▶ **Work required**
Provide the count of lines below that include the word "ImageSurface", without any accompanying remarks.
══════════
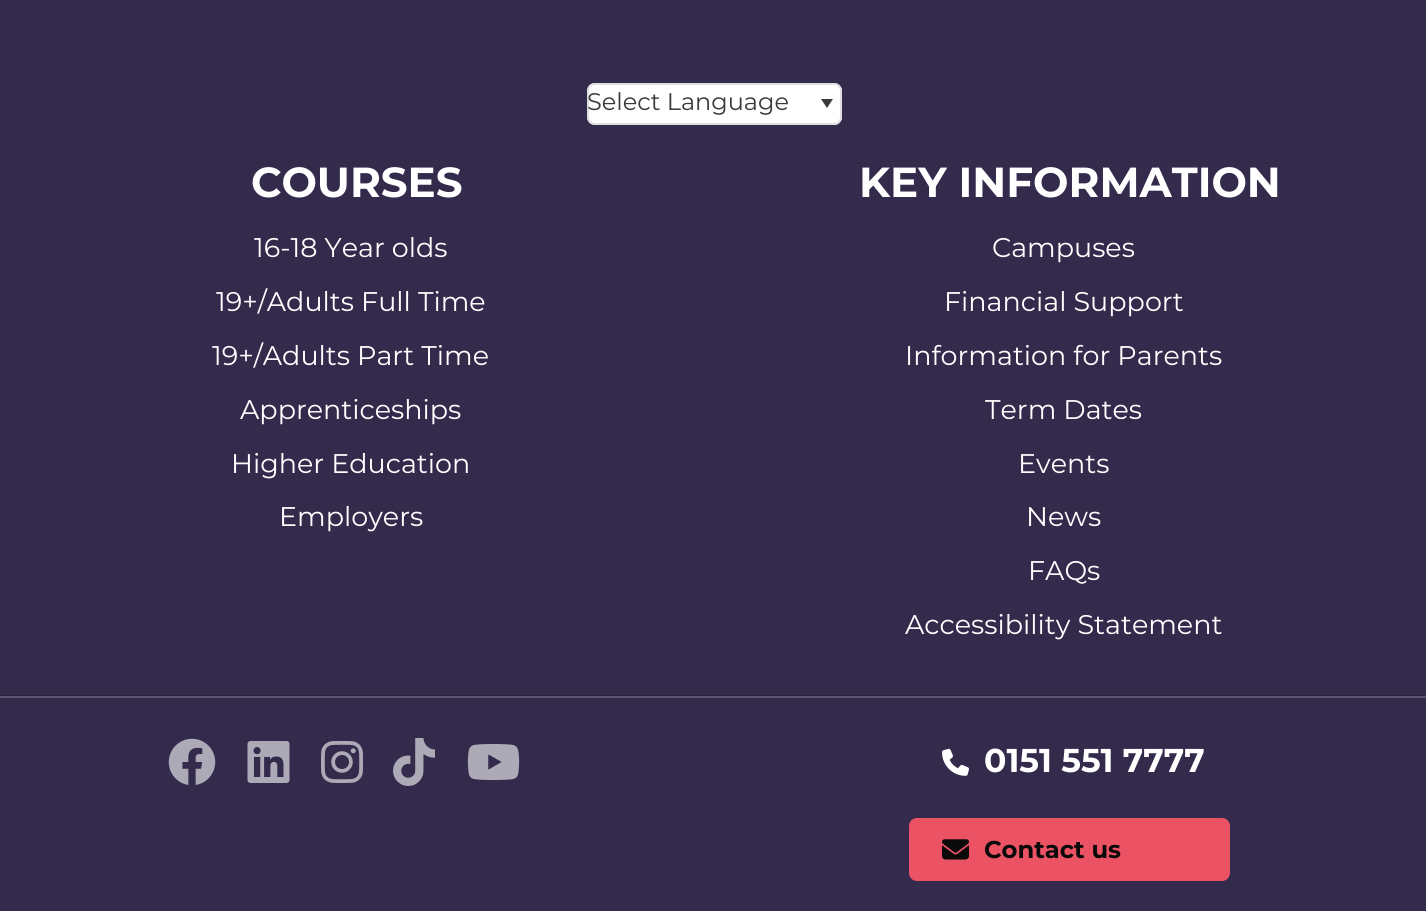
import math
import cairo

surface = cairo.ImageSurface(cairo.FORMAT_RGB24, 1426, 911)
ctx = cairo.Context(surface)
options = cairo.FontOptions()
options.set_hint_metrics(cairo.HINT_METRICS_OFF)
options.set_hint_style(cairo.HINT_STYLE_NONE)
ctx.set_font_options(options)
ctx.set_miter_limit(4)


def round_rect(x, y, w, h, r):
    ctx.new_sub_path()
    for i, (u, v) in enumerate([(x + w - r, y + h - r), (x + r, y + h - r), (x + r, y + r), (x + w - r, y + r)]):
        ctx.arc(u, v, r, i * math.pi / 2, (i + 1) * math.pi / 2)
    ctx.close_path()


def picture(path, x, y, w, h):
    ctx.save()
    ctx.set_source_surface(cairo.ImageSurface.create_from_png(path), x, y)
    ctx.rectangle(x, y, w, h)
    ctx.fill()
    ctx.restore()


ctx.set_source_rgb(0.2, 0.165, 0.298)
ctx.paint()
ctx.set_source_rgb(1, 1, 1)
round_rect(587, 83, 255, 42, 8)
ctx.fill()
ctx.set_source_rgb(0.227, 0.227, 0.227)
ctx.new_path()
ctx.move_to(821, 99)
ctx.line_to(833, 99)
ctx.line_to(827, 108)
ctx.close_path()
ctx.fill()
round_rect(588, 84, 253, 40, 7)
ctx.set_source_rgb(0.875, 0.875, 0.875)
ctx.stroke()
ctx.select_font_face("Montserrat")
ctx.set_font_size(24)
ctx.set_source_rgb(0.227, 0.227, 0.227)
ctx.move_to(587, 110)
ctx.show_text("Select Language")
ctx.select_font_face("Montserrat", cairo.FONT_SLANT_NORMAL, cairo.FONT_WEIGHT_BOLD)
ctx.set_font_size(42)
ctx.set_source_rgb(1, 1, 1)
ctx.move_to(251, 197)
ctx.show_text("COURSES")
ctx.select_font_face("Montserrat")
ctx.set_font_size(27)
ctx.move_to(254, 257)
ctx.show_text("16-18 Year olds")
ctx.move_to(216, 311)
ctx.show_text("19+/Adults Full Time")
ctx.move_to(212, 365)
ctx.show_text("19+/Adults Part Time")
ctx.move_to(240, 419)
ctx.show_text("Apprenticeships")
ctx.move_to(231, 473)
ctx.show_text("Higher Education")
ctx.move_to(279, 526)
ctx.show_text("Employers")
ctx.select_font_face("Montserrat", cairo.FONT_SLANT_NORMAL, cairo.FONT_WEIGHT_BOLD)
ctx.set_font_size(42)
ctx.move_to(859, 197)
ctx.show_text("KEY INFORMATION")
ctx.select_font_face("Montserrat")
ctx.set_font_size(27)
ctx.move_to(992, 257)
ctx.show_text("Campuses")
ctx.move_to(944, 311)
ctx.show_text("Financial Support")
ctx.move_to(905, 365)
ctx.show_text("Information for Parents")
ctx.move_to(985, 419)
ctx.show_text("Term Dates")
ctx.move_to(1018, 473)
ctx.show_text("Events")
ctx.move_to(1026, 526)
ctx.show_text("News")
ctx.move_to(1028, 580)
ctx.show_text("FAQs")
ctx.move_to(905, 634)
ctx.show_text("Accessibility Statement")
ctx.set_source_rgb(0.161, 0.133, 0.239)
ctx.rectangle(0, 695, 1426, 1)
ctx.fill()
ctx.set_source_rgb(0.361, 0.333, 0.439)
ctx.rectangle(0, 696, 1426, 2)
ctx.fill()
picture("img1.png", 168, 738, 48, 47)
picture("img2.png", 247, 741, 43, 42)
picture("img3.png", 321, 741, 42, 42)
picture("img4.png", 393, 738, 42, 48)
picture("img5.png", 467, 744, 53, 36)
picture("img6.png", 942, 748, 27, 28)
ctx.select_font_face("Montserrat", cairo.FONT_SLANT_NORMAL, cairo.FONT_WEIGHT_BOLD)
ctx.set_font_size(33)
ctx.set_source_rgb(1, 1, 1)
ctx.move_to(984, 772)
ctx.show_text("0151 551 7777")
ctx.set_source_rgb(0.918, 0.325, 0.396)
round_rect(909, 818, 321, 63, 8)
ctx.fill()
picture("img7.png", 942, 839, 27, 21)
ctx.set_font_size(24.25)
ctx.set_source_rgb(0.039, 0.039, 0.039)
ctx.move_to(984, 858)
ctx.show_text("Contact us")
surface.write_to_png("page.png")
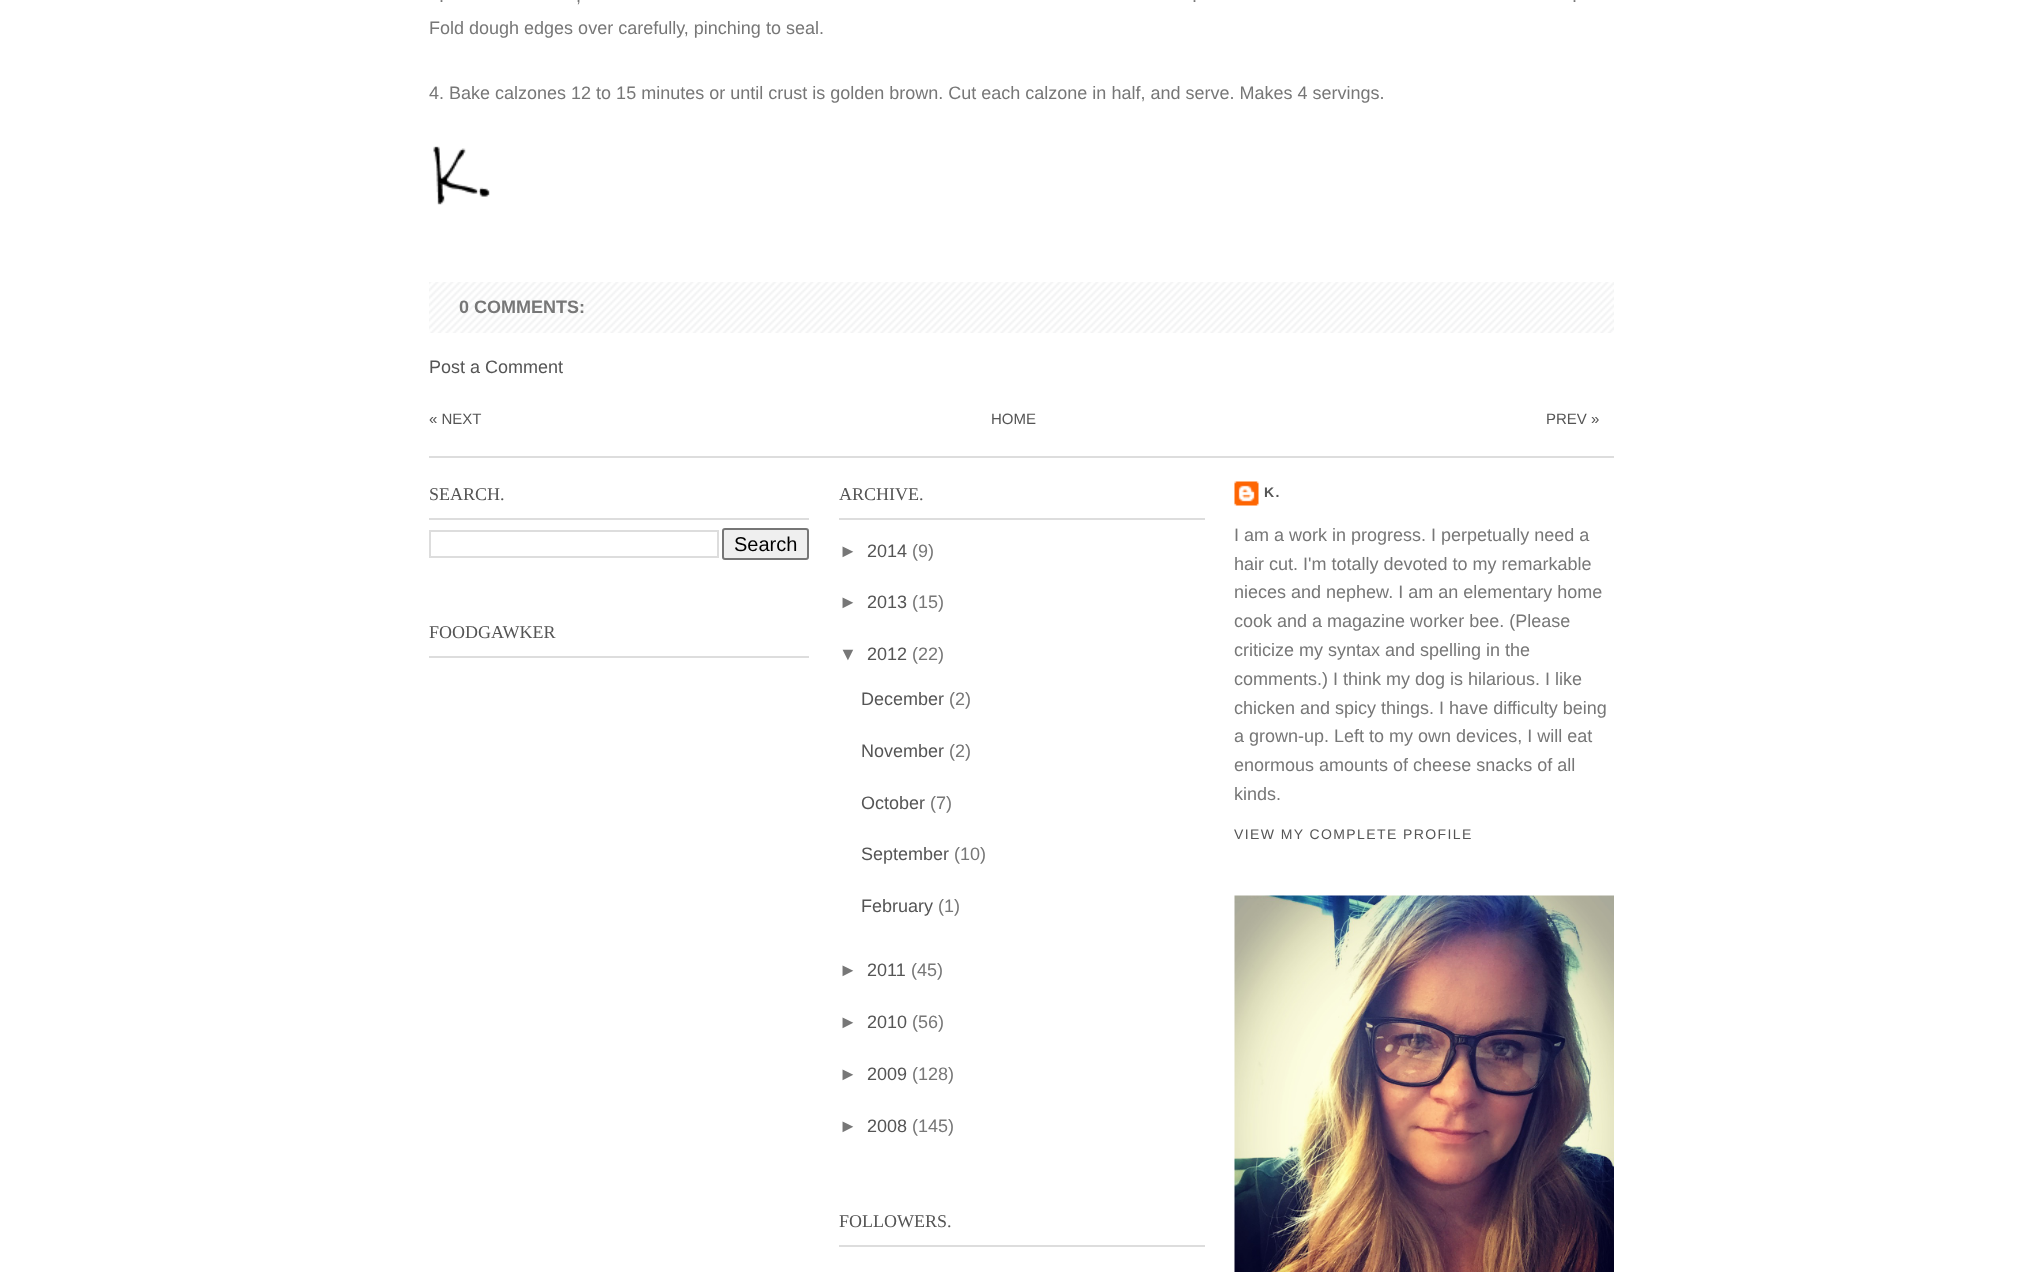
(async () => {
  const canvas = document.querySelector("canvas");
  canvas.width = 2043;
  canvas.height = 1272;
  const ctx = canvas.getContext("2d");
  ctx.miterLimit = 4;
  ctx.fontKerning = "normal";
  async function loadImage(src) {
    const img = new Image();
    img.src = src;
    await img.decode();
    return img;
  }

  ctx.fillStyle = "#ffffff";
  ctx.fillRect(0, 0, 2043, 1272);
  ctx.drawImage(await loadImage("img/1.png"), 433, 146, 57, 59);
  ctx.drawImage(await loadImage("img/2.png"), 429, 282, 1185, 51);
  ctx.fillStyle = "#dddddd";
  ctx.fillRect(429, 456, 1185, 2);
  ctx.fillRect(429, 518, 380, 2);
  ctx.strokeStyle = "#dddddd";
  ctx.lineWidth = 2;
  ctx.strokeRect(430, 531, 288, 26);
  ctx.fillStyle = "#efefef";
  ctx.beginPath();
  ctx.roundRect(723, 529, 85, 30, 2);
  ctx.fill();
  ctx.strokeStyle = "#767676";
  ctx.stroke();
  for (const [x, y, w, h, color] of [
    [429, 656, 380, 2, "#dddddd"],
    [839, 518, 366, 2, "#dddddd"],
    [839, 1245, 366, 2, "#dddddd"],
  ]) {
    ctx.fillStyle = color;
    ctx.fillRect(x, y, w, h);
  }
  ctx.drawImage(await loadImage("img/3.png"), 1234, 481, 25, 25);
  ctx.drawImage(await loadImage("img/4.png"), 1234, 895, 380, 377);
  ctx.font = "18px Liberation Sans";
  ctx.fillStyle = "#777777";
  for (const [text, x, y] of [
    [".", 439, 2],
    [",", 576, 2],
    [".", 1192, 2],
    [".", 1572, 2],
    ["Fold dough edges over carefully, pinching to seal.", 429, 34],
    ["4. Bake calzones 12 to 15 minutes or until crust is golden brown. Cut each calzone in half, and serve. Makes 4 servings.", 429, 99],
  ]) {
    ctx.fillText(text, x, y);
  }
  ctx.font = "bold 18px Liberation Sans";
  ctx.fillText("0 COMMENTS:", 459, 313);
  ctx.font = "18px Liberation Sans";
  ctx.fillStyle = "#555555";
  ctx.fillText("Post a Comment", 429, 373);
  ctx.font = "15px Liberation Sans";
  for (const [text, x, y] of [
    ["« NEXT", 429, 424],
    ["HOME", 991, 424],
    ["PREV »", 1546, 424],
  ]) {
    ctx.fillText(text, x, y);
  }
  ctx.font = "18px Liberation Serif";
  ctx.fillText("SEARCH.", 429, 500);
  ctx.font = "20px Liberation Sans";
  ctx.fillStyle = "#000000";
  ctx.fillText("Search", 734, 551);
  ctx.font = "18px Liberation Serif";
  ctx.fillStyle = "#555555";
  ctx.fillText("FOODGAWKER", 429, 638);
  ctx.fillText("ARCHIVE.", 839, 500);
  ctx.font = "18px Liberation Sans";
  ctx.fillStyle = "#777777";
  ctx.fillText("►", 839, 557);
  ctx.fillStyle = "#555555";
  ctx.fillText("2014", 867, 557);
  ctx.fillStyle = "#777777";
  ctx.fillText("(9)", 912, 557);
  ctx.fillText("►", 839, 608);
  ctx.fillStyle = "#555555";
  ctx.fillText("2013", 867, 608);
  ctx.fillStyle = "#777777";
  ctx.fillText("(15)", 912, 608);
  ctx.fillText("▼", 839, 660);
  ctx.fillStyle = "#555555";
  ctx.fillText("2012", 867, 660);
  ctx.fillStyle = "#777777";
  ctx.fillText("(22)", 912, 660);
  ctx.fillStyle = "#555555";
  ctx.fillText("December", 861, 705);
  ctx.fillStyle = "#777777";
  ctx.fillText("(2)", 949, 705);
  ctx.fillStyle = "#555555";
  ctx.fillText("November", 861, 757);
  ctx.fillStyle = "#777777";
  ctx.fillText("(2)", 949, 757);
  ctx.fillStyle = "#555555";
  ctx.fillText("October", 861, 809);
  ctx.fillStyle = "#777777";
  ctx.fillText("(7)", 930, 809);
  ctx.fillStyle = "#555555";
  ctx.fillText("September", 861, 860);
  ctx.fillStyle = "#777777";
  ctx.fillText("(10)", 954, 860);
  ctx.fillStyle = "#555555";
  ctx.fillText("February", 861, 912);
  ctx.fillStyle = "#777777";
  ctx.fillText("(1)", 938, 912);
  ctx.fillText("►", 839, 976);
  ctx.fillStyle = "#555555";
  ctx.fillText("2011", 867, 976);
  ctx.fillStyle = "#777777";
  ctx.fillText("(45)", 911, 976);
  ctx.fillText("►", 839, 1028);
  ctx.fillStyle = "#555555";
  ctx.fillText("2010", 867, 1028);
  ctx.fillStyle = "#777777";
  ctx.fillText("(56)", 912, 1028);
  ctx.fillText("►", 839, 1080);
  ctx.fillStyle = "#555555";
  ctx.fillText("2009", 867, 1080);
  ctx.fillStyle = "#777777";
  ctx.fillText("(128)", 912, 1080);
  ctx.fillText("►", 839, 1132);
  ctx.fillStyle = "#555555";
  ctx.fillText("2008", 867, 1132);
  ctx.fillStyle = "#777777";
  ctx.fillText("(145)", 912, 1132);
  ctx.font = "18px Liberation Serif";
  ctx.fillStyle = "#555555";
  ctx.fillText("FOLLOWERS.", 839, 1227);
  ctx.letterSpacing = "1.4px";
  ctx.font = "bold 14px Liberation Sans";
  ctx.fillText("K.", 1264, 497);
  ctx.letterSpacing = "0px";
  ctx.font = "18px Liberation Sans";
  ctx.fillStyle = "#777777";
  for (const [text, x, y] of [
    ["I am a work in progress. I perpetually need a", 1234, 541],
    ["hair cut. I'm totally devoted to my remarkable", 1234, 570],
    ["nieces and nephew. I am an elementary home", 1234, 598],
    ["cook and a magazine worker bee. (Please", 1234, 627],
    ["criticize my syntax and spelling in the", 1234, 656],
    ["comments.) I think my dog is hilarious. I like", 1234, 685],
    ["chicken and spicy things. I have difficulty being", 1234, 714],
    ["a grown-up. Left to my own devices, I will eat", 1234, 742],
    ["enormous amounts of cheese snacks of all", 1234, 771],
    ["kinds.", 1234, 800],
  ]) {
    ctx.fillText(text, x, y);
  }
  ctx.letterSpacing = "1.4px";
  ctx.font = "14px Liberation Sans";
  ctx.fillStyle = "#555555";
  ctx.fillText("VIEW MY COMPLETE PROFILE", 1234, 839);
})();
══════════
▶ **Reply to the exercise**
2